The records appear below. Set down exactly each line from the one that contains "index mcp: (1176, 767)" through the last, both included.

--- Provided material Enclosed Below ---

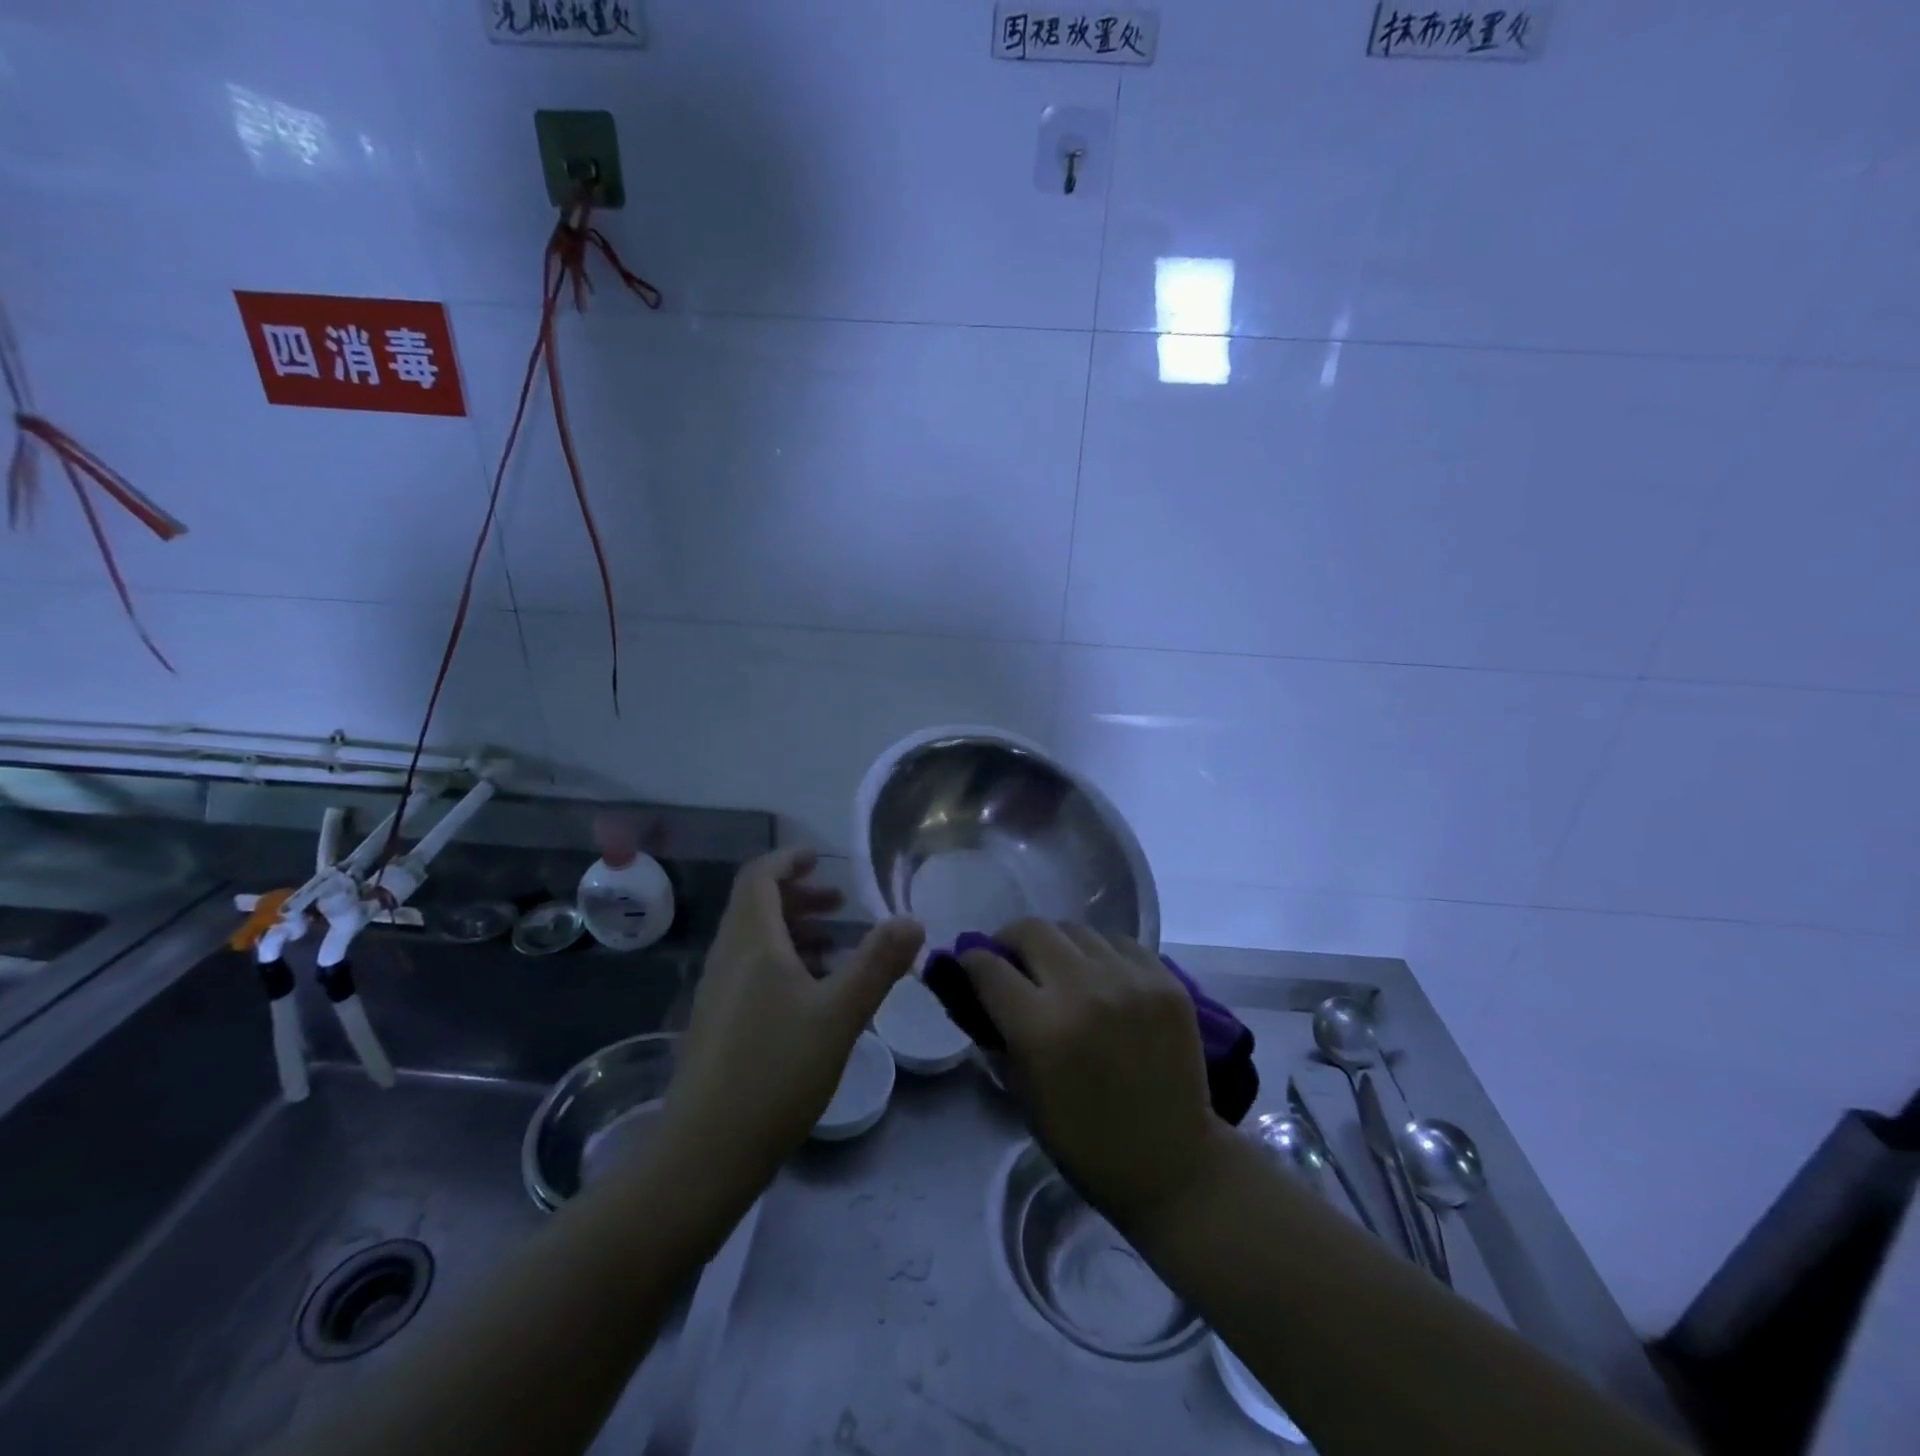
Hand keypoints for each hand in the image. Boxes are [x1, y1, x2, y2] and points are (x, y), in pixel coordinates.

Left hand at [663, 849, 923, 1179]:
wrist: (704, 1154)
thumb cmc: (775, 1072)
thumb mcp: (839, 1014)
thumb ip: (878, 963)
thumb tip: (912, 920)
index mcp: (751, 943)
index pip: (759, 877)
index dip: (788, 860)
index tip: (820, 858)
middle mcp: (727, 959)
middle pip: (757, 907)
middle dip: (800, 897)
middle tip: (841, 904)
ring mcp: (718, 994)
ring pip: (755, 943)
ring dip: (794, 932)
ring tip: (836, 948)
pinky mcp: (718, 1025)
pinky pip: (751, 973)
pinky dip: (784, 964)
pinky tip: (813, 997)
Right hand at [960, 922, 1225, 1229]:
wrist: (1172, 1163)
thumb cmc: (1085, 1141)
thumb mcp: (1022, 1094)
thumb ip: (995, 1035)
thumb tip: (971, 989)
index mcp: (1042, 1029)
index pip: (989, 967)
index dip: (971, 962)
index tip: (970, 966)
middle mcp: (1084, 991)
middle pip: (1031, 930)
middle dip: (1011, 941)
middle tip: (1013, 962)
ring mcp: (1130, 980)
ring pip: (1075, 929)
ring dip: (1057, 946)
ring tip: (1060, 970)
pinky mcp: (1166, 980)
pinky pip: (1119, 942)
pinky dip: (1099, 954)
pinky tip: (1101, 980)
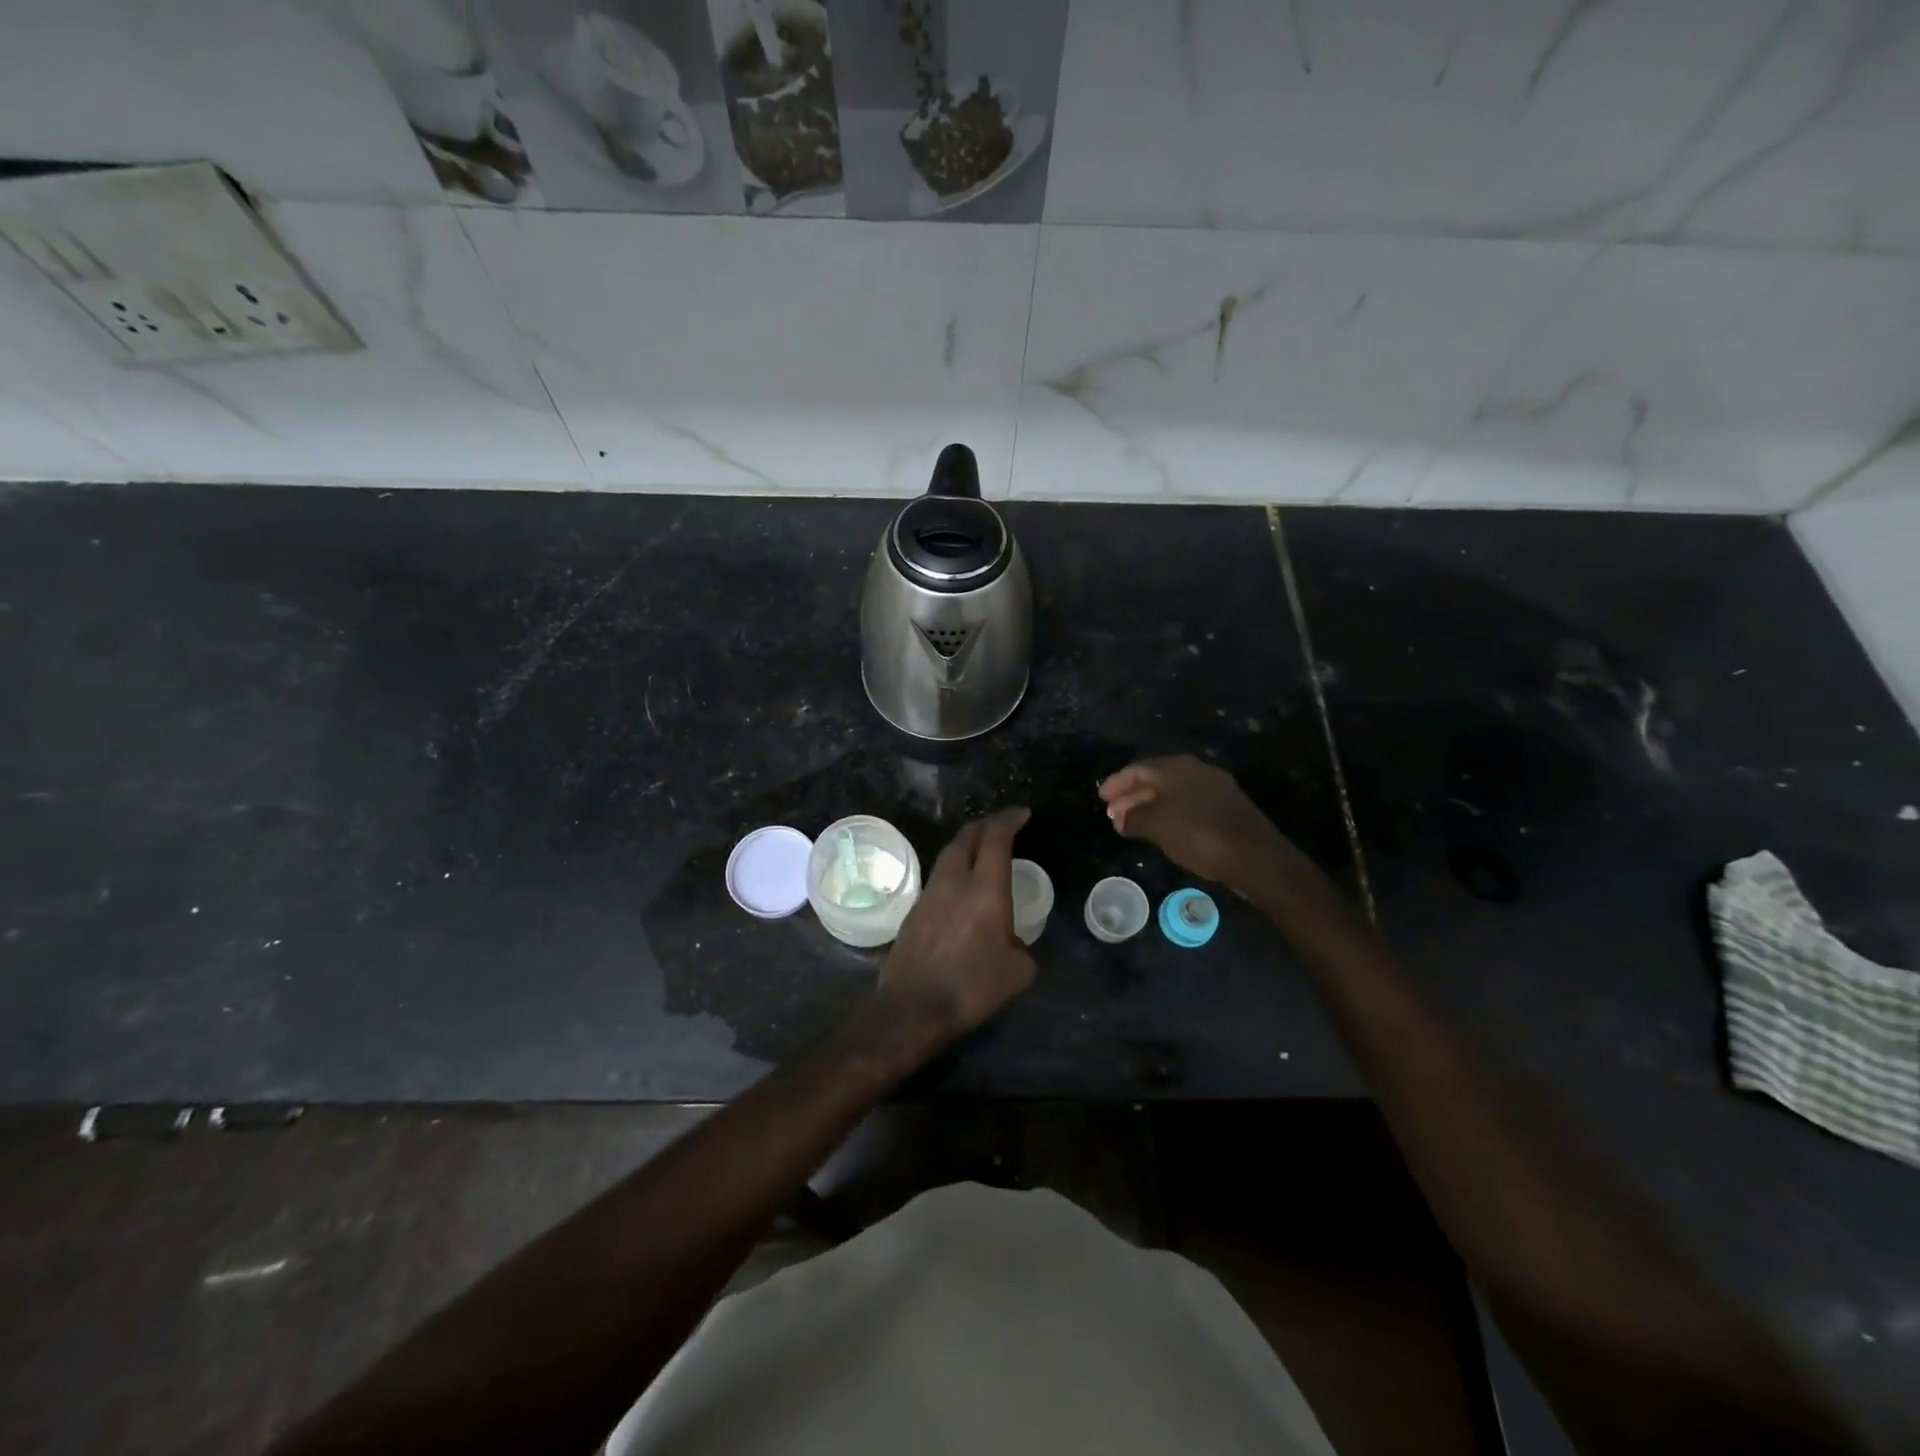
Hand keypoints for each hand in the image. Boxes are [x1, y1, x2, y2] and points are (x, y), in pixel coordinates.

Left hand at [875, 808, 1036, 1047]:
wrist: (913, 1007)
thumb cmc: (971, 987)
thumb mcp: (1018, 972)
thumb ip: (1023, 948)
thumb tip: (1016, 944)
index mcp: (985, 889)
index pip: (996, 837)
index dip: (1010, 820)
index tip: (1022, 814)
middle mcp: (955, 881)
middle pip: (967, 836)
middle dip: (986, 825)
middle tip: (1003, 826)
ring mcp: (930, 893)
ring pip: (949, 855)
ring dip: (967, 845)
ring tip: (982, 852)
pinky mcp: (914, 910)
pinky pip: (939, 877)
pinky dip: (954, 869)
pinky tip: (961, 887)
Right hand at [1099, 755, 1288, 889]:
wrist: (1255, 857)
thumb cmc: (1198, 835)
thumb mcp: (1157, 827)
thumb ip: (1133, 819)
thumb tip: (1120, 818)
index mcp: (1176, 767)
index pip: (1137, 769)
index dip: (1117, 783)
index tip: (1101, 797)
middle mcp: (1196, 770)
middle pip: (1155, 779)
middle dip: (1132, 796)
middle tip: (1113, 813)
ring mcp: (1214, 788)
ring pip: (1173, 793)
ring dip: (1150, 806)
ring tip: (1132, 824)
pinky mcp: (1227, 807)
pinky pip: (1188, 804)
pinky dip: (1170, 813)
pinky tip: (1162, 829)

--- End of Enclosed Provided material ---

#### [Answer for this exercise]
index mcp: (1176, 767)
index pip: (1137, 769)
index dip: (1117, 783)
index tip: (1101, 797)
middle mcp: (1196, 770)
middle pip: (1155, 779)
middle dip: (1132, 796)
middle tip: (1113, 813)
ring mcp: (1214, 788)
ring pip: (1173, 793)
ring dip: (1150, 806)
ring tip: (1132, 824)
pinky mcp: (1227, 807)
pinky pip: (1188, 804)
pinky dip: (1170, 813)
pinky tip: (1162, 829)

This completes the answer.